The first version was called wasora, the second was “The wasora suite” (i.e. a generic framework plus a bunch of “plugins”, including a thermo-mechanical one named Fino) and then finally FeenoX. The story that follows explains why I wrote the first hack to begin with.


It was at the movies when I first heard about dynamical systems, non-linear equations and chaos theory. The year was 1993, I was ten years old and the movie was Jurassic Park. Dr. Ian Malcolm (the character portrayed by Jeff Goldblum) explained sensitivity to initial conditions in a memorable scene, which is worth watching again and again. Since then, the fact that tiny variations may lead to unexpected results has always fascinated me. During high school I attended a very interesting course on fractals and chaos that made me think further about complexity and its mathematical description. Nevertheless, it was not not until college that I was able to really model and solve the differential equations that give rise to chaotic behavior.

Dr. Ian Malcolm (Jeff Goldblum) explains sensitivity to initial conditions.

In fact, initial-value ordinary differential equations arise in a great variety of subjects in science and engineering. Classical mechanics, chemical kinetics, structural dynamics, heat transfer analysis and dynamical systems, among other disciplines, heavily rely on equations of the form

\dot{\mathbf{x}} = F(\mathbf{x},t)

During my years of undergraduate student (circa 2004–2007), whenever I had to solve these kind of equations I had to choose one of the following three options:

  1. to program an ad-hoc numerical method such as Euler or Runge-Kutta, matching the requirements of the system of equations to solve, or
  2. to use a standard numerical library such as the GNU Scientific Library and code the equations to solve into a C program (or maybe in Python), or
  3. to use a high-level system such as Octave, Maxima, or some non-free (and worse, see below) programs.

Of course, each option had its pros and its cons.
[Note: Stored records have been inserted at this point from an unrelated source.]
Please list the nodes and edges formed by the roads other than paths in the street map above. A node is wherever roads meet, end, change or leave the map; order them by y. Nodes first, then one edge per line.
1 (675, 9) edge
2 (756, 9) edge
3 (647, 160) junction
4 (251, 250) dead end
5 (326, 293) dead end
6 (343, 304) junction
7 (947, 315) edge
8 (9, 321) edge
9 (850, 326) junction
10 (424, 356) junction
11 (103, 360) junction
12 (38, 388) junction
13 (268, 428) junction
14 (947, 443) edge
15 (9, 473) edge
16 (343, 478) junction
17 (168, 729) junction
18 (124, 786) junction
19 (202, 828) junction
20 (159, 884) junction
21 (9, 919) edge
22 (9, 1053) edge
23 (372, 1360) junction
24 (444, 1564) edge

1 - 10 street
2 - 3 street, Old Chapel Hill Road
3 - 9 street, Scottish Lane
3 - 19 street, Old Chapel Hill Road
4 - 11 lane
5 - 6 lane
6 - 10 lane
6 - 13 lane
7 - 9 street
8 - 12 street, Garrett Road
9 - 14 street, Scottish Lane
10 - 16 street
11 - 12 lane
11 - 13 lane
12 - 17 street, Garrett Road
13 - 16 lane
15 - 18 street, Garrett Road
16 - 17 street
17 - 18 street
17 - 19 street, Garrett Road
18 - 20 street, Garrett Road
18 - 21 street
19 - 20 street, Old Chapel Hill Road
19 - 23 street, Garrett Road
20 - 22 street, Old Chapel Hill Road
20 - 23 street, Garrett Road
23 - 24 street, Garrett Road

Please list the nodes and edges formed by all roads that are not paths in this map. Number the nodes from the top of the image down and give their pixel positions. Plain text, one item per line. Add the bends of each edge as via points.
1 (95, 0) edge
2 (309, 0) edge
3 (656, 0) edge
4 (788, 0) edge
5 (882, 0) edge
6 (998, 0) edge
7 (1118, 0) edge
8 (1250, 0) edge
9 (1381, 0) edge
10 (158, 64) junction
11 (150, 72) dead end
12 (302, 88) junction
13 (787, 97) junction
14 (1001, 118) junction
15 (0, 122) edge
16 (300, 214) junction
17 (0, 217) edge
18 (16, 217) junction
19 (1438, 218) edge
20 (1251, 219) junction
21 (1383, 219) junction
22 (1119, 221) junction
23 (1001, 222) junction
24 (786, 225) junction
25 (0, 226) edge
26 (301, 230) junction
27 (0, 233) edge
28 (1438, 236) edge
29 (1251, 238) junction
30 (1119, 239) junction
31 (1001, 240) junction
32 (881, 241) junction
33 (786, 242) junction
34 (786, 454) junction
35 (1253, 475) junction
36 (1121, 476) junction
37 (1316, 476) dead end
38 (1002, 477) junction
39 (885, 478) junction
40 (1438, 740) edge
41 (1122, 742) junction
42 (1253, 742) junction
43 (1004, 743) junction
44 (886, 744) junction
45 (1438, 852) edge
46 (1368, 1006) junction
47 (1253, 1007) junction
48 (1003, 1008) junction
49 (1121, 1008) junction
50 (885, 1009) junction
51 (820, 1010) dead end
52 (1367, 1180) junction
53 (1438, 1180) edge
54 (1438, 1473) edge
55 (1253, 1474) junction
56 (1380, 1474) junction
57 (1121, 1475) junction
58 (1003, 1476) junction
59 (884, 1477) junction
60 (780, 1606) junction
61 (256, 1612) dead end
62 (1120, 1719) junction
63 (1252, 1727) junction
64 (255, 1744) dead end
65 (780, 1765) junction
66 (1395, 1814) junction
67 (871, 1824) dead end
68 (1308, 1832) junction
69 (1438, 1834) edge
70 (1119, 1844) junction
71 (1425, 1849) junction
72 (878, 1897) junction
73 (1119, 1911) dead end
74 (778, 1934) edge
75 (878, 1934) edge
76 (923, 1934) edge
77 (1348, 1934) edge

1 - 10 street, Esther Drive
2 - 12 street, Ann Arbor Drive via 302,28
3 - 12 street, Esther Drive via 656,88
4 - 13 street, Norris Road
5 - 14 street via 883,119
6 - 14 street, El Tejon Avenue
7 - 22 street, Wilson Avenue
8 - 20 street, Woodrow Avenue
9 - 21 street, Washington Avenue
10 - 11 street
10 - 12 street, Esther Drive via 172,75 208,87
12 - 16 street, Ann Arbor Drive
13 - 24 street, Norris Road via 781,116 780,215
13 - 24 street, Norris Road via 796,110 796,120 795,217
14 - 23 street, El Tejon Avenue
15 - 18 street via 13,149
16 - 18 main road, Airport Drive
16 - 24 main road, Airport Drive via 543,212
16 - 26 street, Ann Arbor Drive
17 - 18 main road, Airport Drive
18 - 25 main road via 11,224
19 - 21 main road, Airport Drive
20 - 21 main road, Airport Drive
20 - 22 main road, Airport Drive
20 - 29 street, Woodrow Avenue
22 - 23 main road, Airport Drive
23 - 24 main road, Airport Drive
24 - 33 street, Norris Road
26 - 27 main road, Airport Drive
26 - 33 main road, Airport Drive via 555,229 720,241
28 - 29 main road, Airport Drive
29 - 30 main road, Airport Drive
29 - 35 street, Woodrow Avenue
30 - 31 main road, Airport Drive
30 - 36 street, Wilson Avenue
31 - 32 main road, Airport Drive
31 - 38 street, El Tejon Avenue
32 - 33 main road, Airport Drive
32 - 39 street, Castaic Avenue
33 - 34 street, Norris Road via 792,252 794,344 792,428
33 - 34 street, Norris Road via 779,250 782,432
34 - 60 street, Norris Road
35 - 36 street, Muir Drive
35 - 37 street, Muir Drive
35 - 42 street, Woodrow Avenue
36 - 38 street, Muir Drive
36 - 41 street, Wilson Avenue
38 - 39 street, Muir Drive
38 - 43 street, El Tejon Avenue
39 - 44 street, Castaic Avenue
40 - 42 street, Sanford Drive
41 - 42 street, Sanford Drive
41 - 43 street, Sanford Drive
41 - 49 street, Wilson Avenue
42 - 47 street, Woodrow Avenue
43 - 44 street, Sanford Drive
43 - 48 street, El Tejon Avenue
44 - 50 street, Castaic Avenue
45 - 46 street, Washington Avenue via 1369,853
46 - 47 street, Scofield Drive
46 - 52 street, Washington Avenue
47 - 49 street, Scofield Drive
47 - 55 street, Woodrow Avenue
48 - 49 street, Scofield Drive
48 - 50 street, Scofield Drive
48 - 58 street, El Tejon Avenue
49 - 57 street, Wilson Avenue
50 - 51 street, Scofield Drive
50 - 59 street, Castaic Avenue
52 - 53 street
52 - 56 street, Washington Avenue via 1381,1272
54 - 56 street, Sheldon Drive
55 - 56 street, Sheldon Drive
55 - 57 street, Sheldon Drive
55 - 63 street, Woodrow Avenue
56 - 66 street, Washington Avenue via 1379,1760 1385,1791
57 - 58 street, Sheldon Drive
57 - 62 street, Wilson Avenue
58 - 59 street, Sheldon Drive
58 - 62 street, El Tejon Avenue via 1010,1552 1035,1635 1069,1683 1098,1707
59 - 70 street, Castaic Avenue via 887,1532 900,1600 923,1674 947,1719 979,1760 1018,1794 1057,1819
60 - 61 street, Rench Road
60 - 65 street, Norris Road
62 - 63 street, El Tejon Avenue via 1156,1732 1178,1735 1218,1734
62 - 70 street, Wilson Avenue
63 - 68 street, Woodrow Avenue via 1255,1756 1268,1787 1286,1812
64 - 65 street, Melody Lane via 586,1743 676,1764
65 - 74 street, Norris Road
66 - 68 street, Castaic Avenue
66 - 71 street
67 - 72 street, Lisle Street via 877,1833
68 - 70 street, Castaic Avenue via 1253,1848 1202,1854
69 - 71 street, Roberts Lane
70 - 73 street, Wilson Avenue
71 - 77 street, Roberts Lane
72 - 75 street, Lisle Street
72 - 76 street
But none provided the combination of advantages I was looking for, namely flexibility (option one), efficiency (option two) and reduced input work (partially given by option three). Back in those days I ended up wandering between options one and two, depending on the type of problem I had to solve. However, even though one can, with some effort, make the code read some parameters from a text file, any other drastic change usually requires a modification in the source code—some times involving a substantial amount of work—and a further recompilation of the code. This was what I most disliked about this way of working, but I could nevertheless live with it.

Regardless of this situation, during my last year of Nuclear Engineering, the tipping point came along. Here’s a slightly-fictionalized of a dialog between myself and the teacher at the computer lab (Dr E.), as it might have happened (or not):

— (Prof.) Open MATLAB.™
— (Me) It’s not installed here. I type mathlab and it does not work.
— (Prof.) It’s spelled matlab.
— (Me) Ok, working. (A screen with blocks and lines connecting them appears)
— (Me) What’s this?
— (Prof.) The point reactor equations.
— (Me) It’s not. These are the point reactor equations:

\begin{cases} \dot{\phi}(t) = \displaystyle \frac{\rho(t) - \beta}{\Lambda} \cdot \phi(t) + \sum_{i=1}^{N} \lambda_i \cdot c_i \\ \dot{c}_i(t) = \displaystyle \frac{\beta_i}{\Lambda} \cdot \phi(t) - \lambda_i \cdot c_i \end{cases}

— (Me) And in any case, I’d write them like this in a computer:

phi_dot = (rho-Beta)/Lambda * phi + sum(lambda[i], c[i], i, 1, N)
c_dot[i] = beta[i]/Lambda * phi - lambda[i]*c[i]

This conversation forced me to re-think the ODE-solving issue. I could not (and still cannot) understand why somebody would prefer to solve a very simple set of differential equations by drawing blocks and connecting them with a mouse with no mathematical sense whatsoever. Fast forward fifteen years, and what I wrote above is essentially how one would solve the point kinetics equations with FeenoX.